Diversi artisti si muoveranno più che degnamente in quest'ultimo contesto, basti pensare al compianto Atrax Morgue, che alla parte elettronica preferisce però quella lirica, ai Genocide Organ, o a quanti coloro nei '90 daranno vita alla cosiddetta death-industrial (i Grey Wolves su tutti), ma ancora oggi è difficile identificare degli eredi che arrivino a raggiungere il terrorismo sonico, nonchè la poetica, che furono le opere targate Whitehouse. William e compagni (la formazione, escluso quest'ultimo, muterà svariate volte) danno il meglio agli albori: dischi come "Buchenwald" (di gran lunga il loro più estremo), la collaborazione con Nurse With Wound ("The 150 Murderous Passions") o i più definiti, concettuali e meno minimali "Great White Death", "Dedicated to Peter Kurten Sadist and Mass Slayer" rimangono tutt'ora vette imponenti di un periodo fertilissimo, e probabilmente mai troppo celebrato, per la sperimentazione elettronica, un periodo che ci conduce direttamente alle aree più dada della musica industriale, aree al cui cospetto i vari Throbbing Gristle, Einstürzende Neubauten e Cabaret Voltaire ci appaiono come una versione più rumorista dei Beatles.
"Erector" è un disco devastante, immediato quanto ostico, ma soprattutto è incredibile pensare come cotanto spietato genocidio sonoro possa essere ricavato da una fonte così 'minima', generando in ogni caso del rumore molto più fastidioso di qualsiasi forma di caos inteso come tale, o meglio dei vari profeti industriali (gli spietati randellatori a-là Test Dept nella fattispecie), riducendo a pura astrazione il concetto stesso di caos. Dal raga malato "Avisodomy" alle dissonanze così assurdamente armoniche di "Socratisation Day", passando per le vibrazioni della titletrack e i vocalismi free di "Shitfun" non esiste tregua alcuna, mezzora scarsa che metterà a dura prova non tanto le vostre orecchie, piuttosto i tweeter dell'impianto dove lasciata scorrere, frequenze oltre ogni limite che tracceranno la via ad un manipolo di rumoristi dediti al creare rumore senza fare rumore.
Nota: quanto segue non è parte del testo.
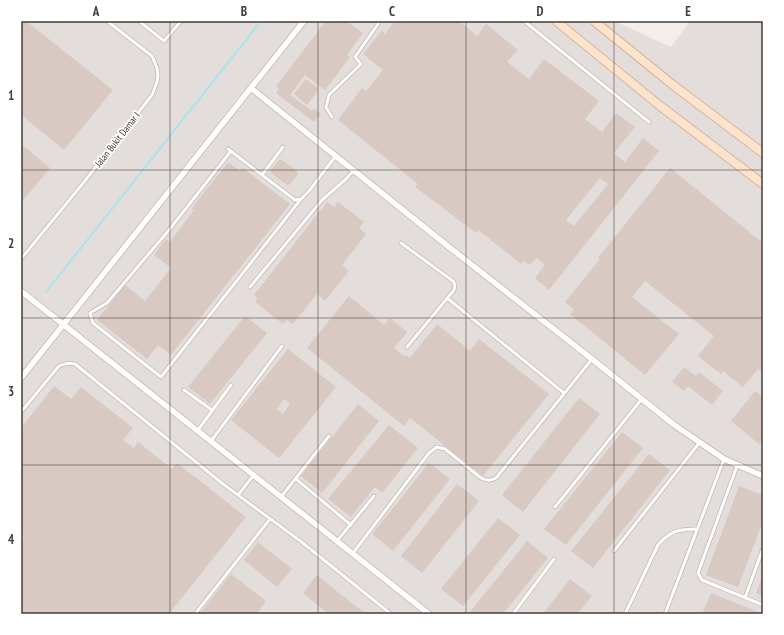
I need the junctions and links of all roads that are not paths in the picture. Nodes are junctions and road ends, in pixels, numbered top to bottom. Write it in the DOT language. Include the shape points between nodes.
graph roads {
  1 [pos="106,21"];
  2 [pos="139,21"];
  3 [pos="181,21"];
  4 [pos="304,21"];
  5 [pos="524,21"];
  6 [pos="556,21"];
  7 [pos="594,21"];
  8 [pos="378,22"];
  9 [pos="251,88"];
  10 [pos="332,117"];
  11 [pos="649,122"];
  12 [pos="283,147"];
  13 [pos="763,153"];
  14 [pos="335,156"];
  15 [pos="354,170"];
  16 [pos="262,175"];
  17 [pos="763,184"];
  18 [pos="301,199"];
  19 [pos="401,243"];
  20 [pos="21,259"];
  21 [pos="250,287"];
  22 [pos="21,291"];
  23 [pos="447,298"];
  24 [pos="63,325"];
  25 [pos="282,346"];
  26 [pos="408,347"];
  27 [pos="592,359"];
  28 [pos="21,378"];
  29 [pos="231,385"];
  30 [pos="184,390"];
  31 [pos="564,393"];
  32 [pos="641,400"];
  33 [pos="212,410"];
  34 [pos="21,412"];
  35 [pos="198,430"];
  36 [pos="329,436"];
  37 [pos="211,441"];
  38 [pos="700,442"];
  39 [pos="724,459"];
  40 [pos="737,466"];
  41 [pos="253,476"];
  42 [pos="763,476"];
  43 [pos="296,479"];
  44 [pos="238,496"];
  45 [pos="374,496"];
  46 [pos="281,497"];
  47 [pos="554,507"];
  48 [pos="270,519"];
  49 [pos="351,525"];
  50 [pos="696,529"];
  51 [pos="337,541"];
  52 [pos="763,548"];
  53 [pos="614,551"];
  54 [pos="353,554"];
  55 [pos="554,560"];
  56 [pos="745,598"];
  57 [pos="763,605"];
  58 [pos="195,614"];
  59 [pos="391,614"];
  60 [pos="429,614"];
  61 [pos="513,614"];
  62 [pos="625,614"];
  63 [pos="664,614"];
  1 -- 20 [label="lane, Jalan Bukit Damar I" via="152,56 157,68 155,88 84,182"];
  2 -- 3 [label="lane" via="164,41"];
  4 -- 9 [label="street"];
  5 -- 11 [label="lane"];
  6 -- 17 [label="street" via="659,105"];
  7 -- 13 [label="street"];
  8 -- 10 [label="lane" via="355,57 361,64 329,95 326,107"];
  9 -- 14 [label="street"];
  9 -- 24 [label="street"];
  12 -- 16 [label="lane"];
  14 -- 15 [label="street"];
  14 -- 18 [label="lane"];
  15 -- 21 [label="lane" via="322,200"];
  15 -- 27 [label="street"];
  16 -- 18 [label="lane" via="295,200"];
  16 -- 18 [label="lane" via="229,150 169,230 107,303 90,313 93,323 161,377"];
  19 -- 23 [label="lane" via="453,281 456,285"];
  22 -- 24 [label="street"];
  23 -- 26 [label="lane"];
  23 -- 31 [label="lane"];
  24 -- 28 [label="street"];
  24 -- 35 [label="street"];
  25 -- 37 [label="lane"];
  27 -- 31 [label="lane"];
  27 -- 32 [label="street"];
  29 -- 33 [label="lane"];
  30 -- 33 [label="lane"];
  31 -- 54 [label="lane" via="491,481 481,478 440,447 434,448"];
  32 -- 38 [label="street"];
  32 -- 47 [label="lane"];
  33 -- 35 [label="lane"];
  34 -- 44 [label="lane" via="59,366 65,363 75,364"];
  35 -- 37 [label="street"];
  36 -- 43 [label="lane"];
  37 -- 41 [label="street"];
  38 -- 39 [label="street"];
  38 -- 53 [label="lane"];
  39 -- 40 [label="street"];
  39 -- 50 [label="lane"];
  40 -- 42 [label="street"];
  40 -- 56 [label="lane" via="698,573 702,580"];
  41 -- 44 [label="lane"];
  41 -- 46 [label="street"];
  43 -- 46 [label="lane"];
  43 -- 49 [label="lane"];
  44 -- 48 [label="lane"];
  45 -- 49 [label="lane"];
  46 -- 51 [label="street"];
  48 -- 58 [label="lane"];
  48 -- 59 [label="lane"];
  49 -- 51 [label="lane"];
  50 -- 62 [label="lane" via="675,531 658,545"];
  50 -- 63 [label="lane"];
  51 -- 54 [label="street"];
  52 -- 56 [label="lane"];
  54 -- 60 [label="street"];
  55 -- 61 [label="lane"];
  56 -- 57 [label="lane"];
}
Se a portare al termine il monumentale "Buchenwald" (prova tangibile di quanto Bennett intendesse con "the most extreme music ever made") ci voleva davvero coraggio diverso è il discorso per "Erector", che assume talvolta toni mantrici e vellutati, anticipando un pò quelli che saranno i concetti di certo shoegaze. Ma non aspettatevi chitarre rarefatte e sognanti psichedelismi.
Solo distruzione.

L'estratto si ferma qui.